**Supplied entries**
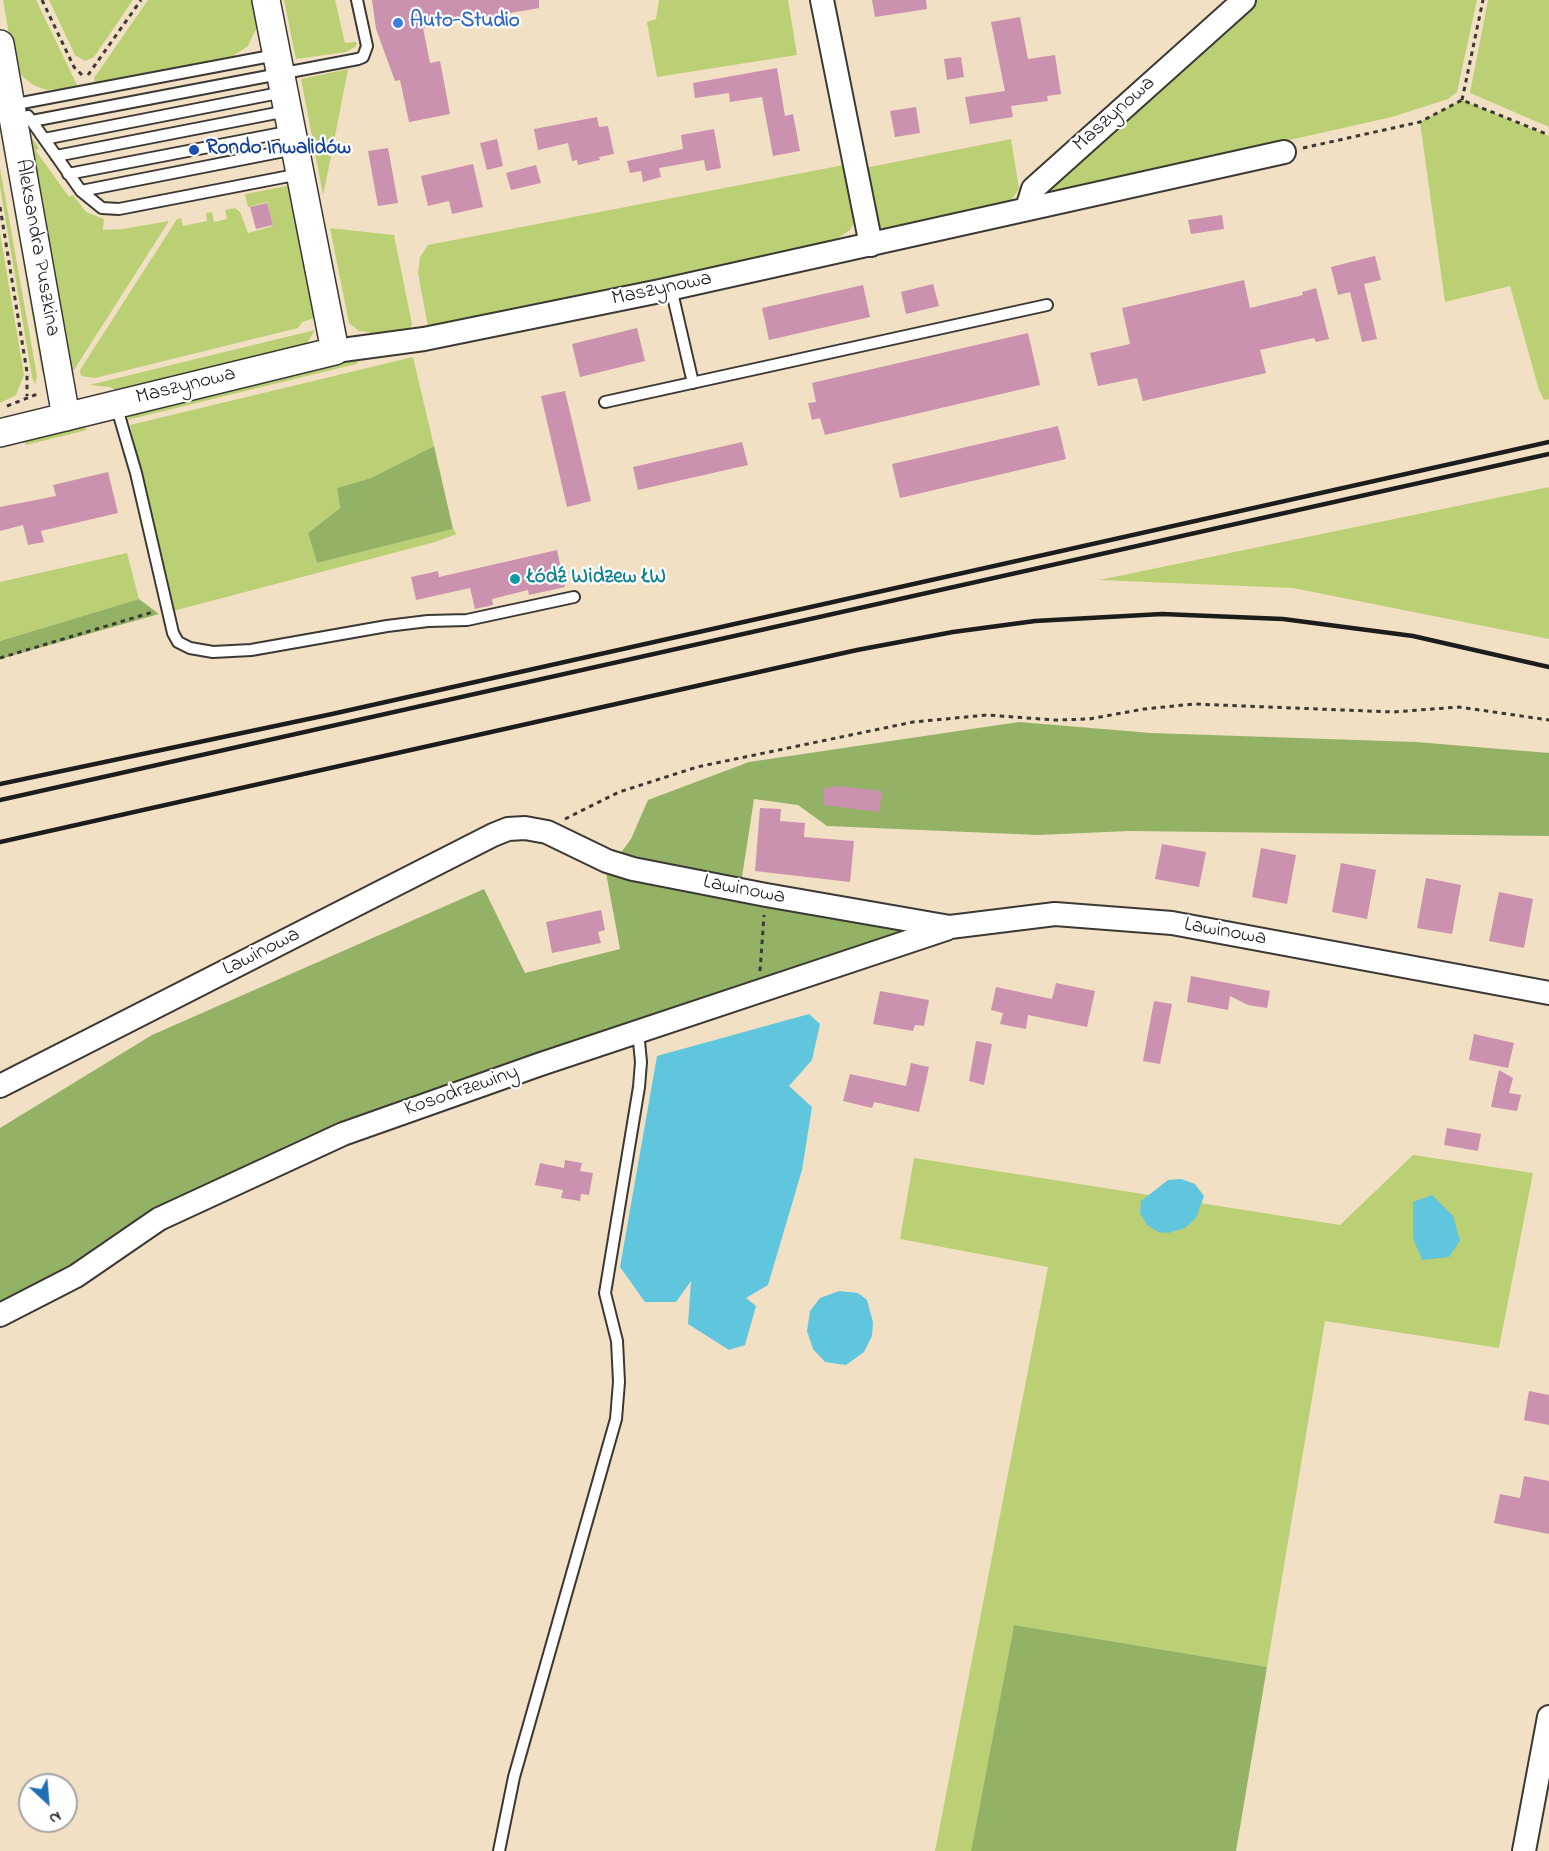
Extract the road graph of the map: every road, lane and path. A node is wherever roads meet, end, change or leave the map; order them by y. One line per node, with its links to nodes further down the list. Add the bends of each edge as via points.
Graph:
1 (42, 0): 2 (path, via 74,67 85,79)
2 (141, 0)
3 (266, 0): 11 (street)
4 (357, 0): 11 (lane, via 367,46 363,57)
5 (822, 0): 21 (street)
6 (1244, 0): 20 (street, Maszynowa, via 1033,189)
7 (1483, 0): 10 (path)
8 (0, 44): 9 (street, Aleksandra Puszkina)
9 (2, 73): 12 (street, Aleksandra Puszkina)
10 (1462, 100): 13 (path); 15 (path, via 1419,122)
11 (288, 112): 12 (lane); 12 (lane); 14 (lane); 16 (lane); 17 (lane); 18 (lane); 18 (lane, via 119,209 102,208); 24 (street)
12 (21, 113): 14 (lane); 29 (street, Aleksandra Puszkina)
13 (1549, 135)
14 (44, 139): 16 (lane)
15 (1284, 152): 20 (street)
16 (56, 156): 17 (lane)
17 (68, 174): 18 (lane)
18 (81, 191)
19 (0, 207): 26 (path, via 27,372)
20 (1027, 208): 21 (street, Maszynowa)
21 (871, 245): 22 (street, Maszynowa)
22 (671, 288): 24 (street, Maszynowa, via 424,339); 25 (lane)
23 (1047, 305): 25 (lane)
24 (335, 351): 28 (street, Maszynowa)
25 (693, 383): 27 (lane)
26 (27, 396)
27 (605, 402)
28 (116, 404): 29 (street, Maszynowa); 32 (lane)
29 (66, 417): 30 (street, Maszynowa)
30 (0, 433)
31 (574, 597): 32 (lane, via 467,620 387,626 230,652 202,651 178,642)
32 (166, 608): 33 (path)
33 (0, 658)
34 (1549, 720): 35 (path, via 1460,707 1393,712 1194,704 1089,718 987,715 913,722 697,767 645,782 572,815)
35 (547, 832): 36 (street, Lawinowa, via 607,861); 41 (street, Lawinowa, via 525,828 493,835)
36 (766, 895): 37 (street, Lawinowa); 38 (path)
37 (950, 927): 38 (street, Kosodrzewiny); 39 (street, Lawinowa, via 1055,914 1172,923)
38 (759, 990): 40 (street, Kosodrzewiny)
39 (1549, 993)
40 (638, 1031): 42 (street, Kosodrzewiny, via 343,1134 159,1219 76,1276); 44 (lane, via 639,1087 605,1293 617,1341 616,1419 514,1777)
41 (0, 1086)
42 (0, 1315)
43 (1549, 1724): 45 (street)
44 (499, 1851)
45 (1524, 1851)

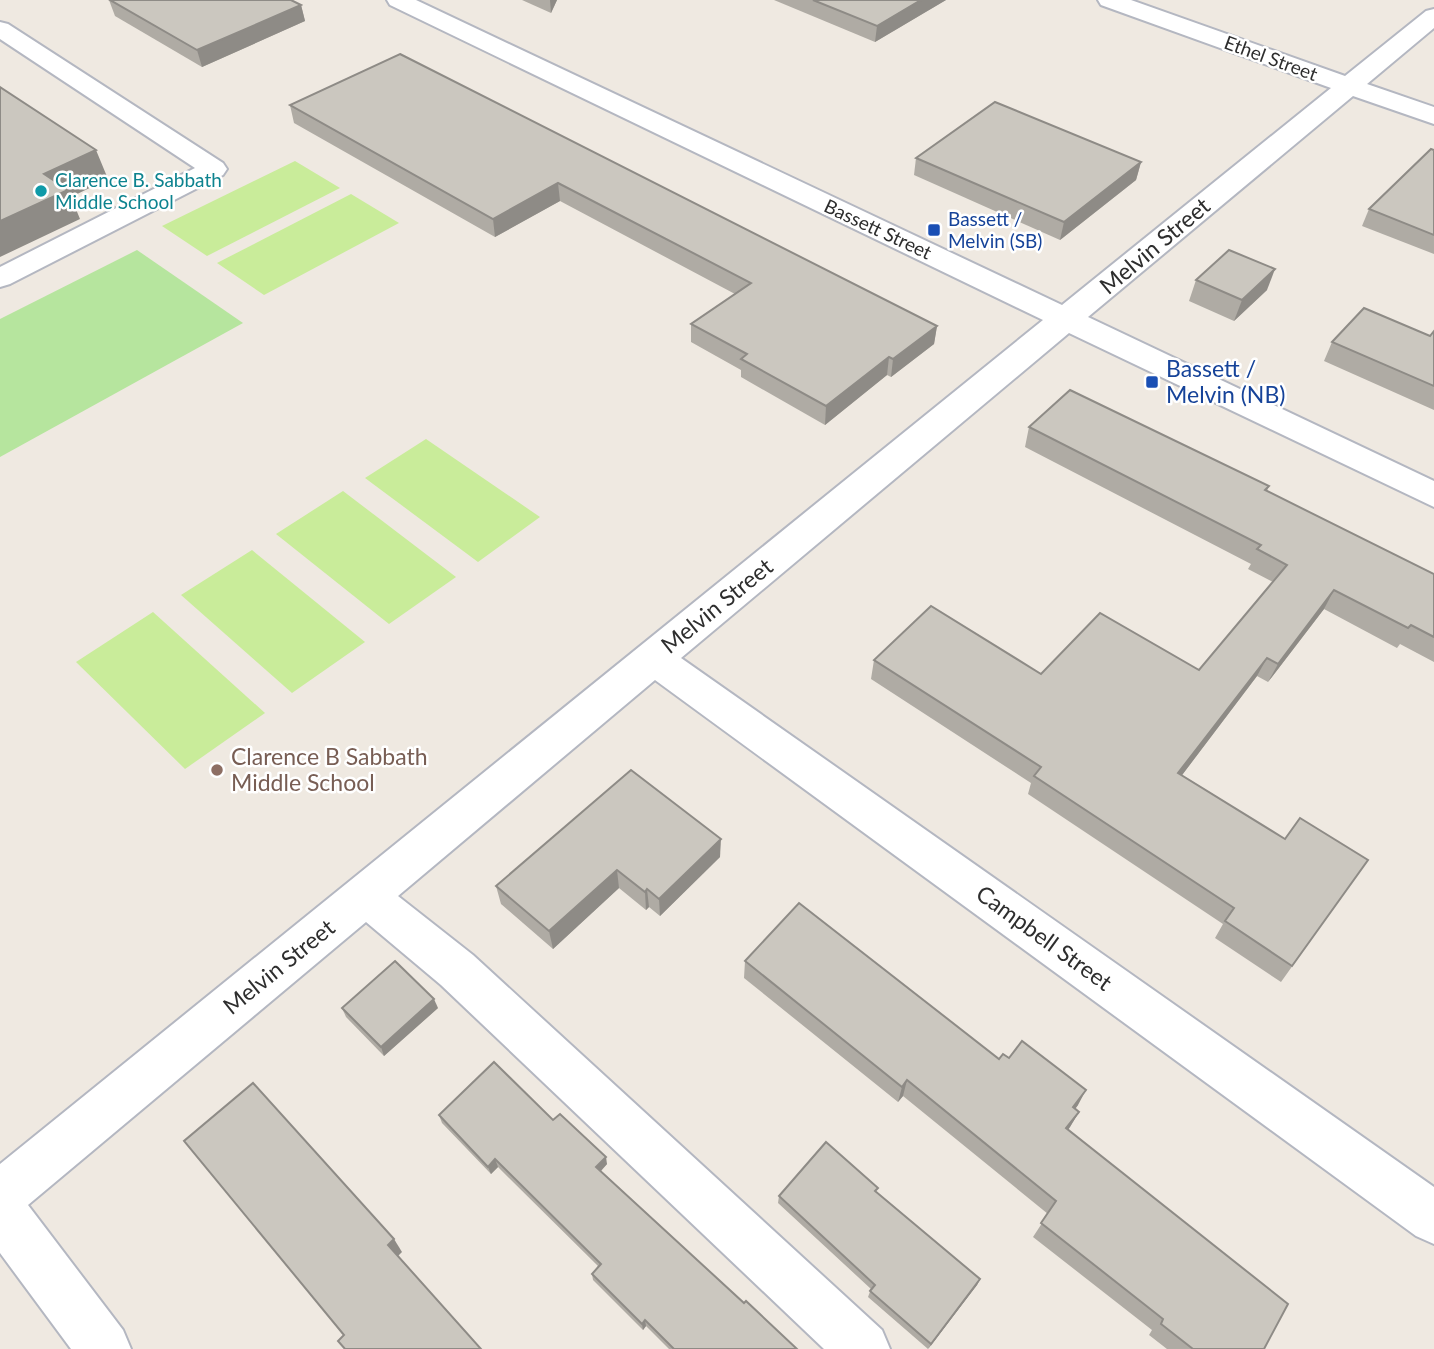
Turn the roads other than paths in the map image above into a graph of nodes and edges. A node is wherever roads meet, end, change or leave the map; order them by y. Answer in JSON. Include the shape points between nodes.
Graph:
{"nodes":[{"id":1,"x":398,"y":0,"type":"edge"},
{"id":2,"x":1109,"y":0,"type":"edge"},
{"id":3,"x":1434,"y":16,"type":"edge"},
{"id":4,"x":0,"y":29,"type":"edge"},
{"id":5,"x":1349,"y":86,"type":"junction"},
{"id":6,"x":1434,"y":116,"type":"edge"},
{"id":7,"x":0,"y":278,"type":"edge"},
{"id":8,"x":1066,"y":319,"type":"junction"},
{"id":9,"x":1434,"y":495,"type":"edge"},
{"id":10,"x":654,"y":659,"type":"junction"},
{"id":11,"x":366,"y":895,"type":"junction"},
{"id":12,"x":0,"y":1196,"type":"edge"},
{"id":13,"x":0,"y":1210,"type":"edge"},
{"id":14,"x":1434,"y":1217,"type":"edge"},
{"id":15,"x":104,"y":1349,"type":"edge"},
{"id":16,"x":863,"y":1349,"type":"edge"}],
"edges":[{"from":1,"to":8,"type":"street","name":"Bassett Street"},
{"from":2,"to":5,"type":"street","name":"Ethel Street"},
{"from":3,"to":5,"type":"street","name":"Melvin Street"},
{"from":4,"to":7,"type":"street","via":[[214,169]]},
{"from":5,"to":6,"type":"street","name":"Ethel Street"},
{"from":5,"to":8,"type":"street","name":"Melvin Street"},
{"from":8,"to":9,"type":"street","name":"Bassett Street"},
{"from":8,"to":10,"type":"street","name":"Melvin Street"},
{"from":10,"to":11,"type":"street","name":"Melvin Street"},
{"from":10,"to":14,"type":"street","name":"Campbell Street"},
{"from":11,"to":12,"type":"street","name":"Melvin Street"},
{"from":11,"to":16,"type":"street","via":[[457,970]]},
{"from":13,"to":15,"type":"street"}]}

**What you should do**
Could you return all lines from the data above that contain the string "change"?

**Finished task**
Extract the road graph of the map: every road, lane and path. A node is wherever roads meet, end, change or leave the map; order them by y. One line per node, with its links to nodes further down the list. Add the bends of each edge as via points.
Turn the roads other than paths in the map image above into a graph of nodes and edges. A node is wherever roads meet, end, change or leave the map; order them by y. Answer in JSON. Include the shape points between nodes.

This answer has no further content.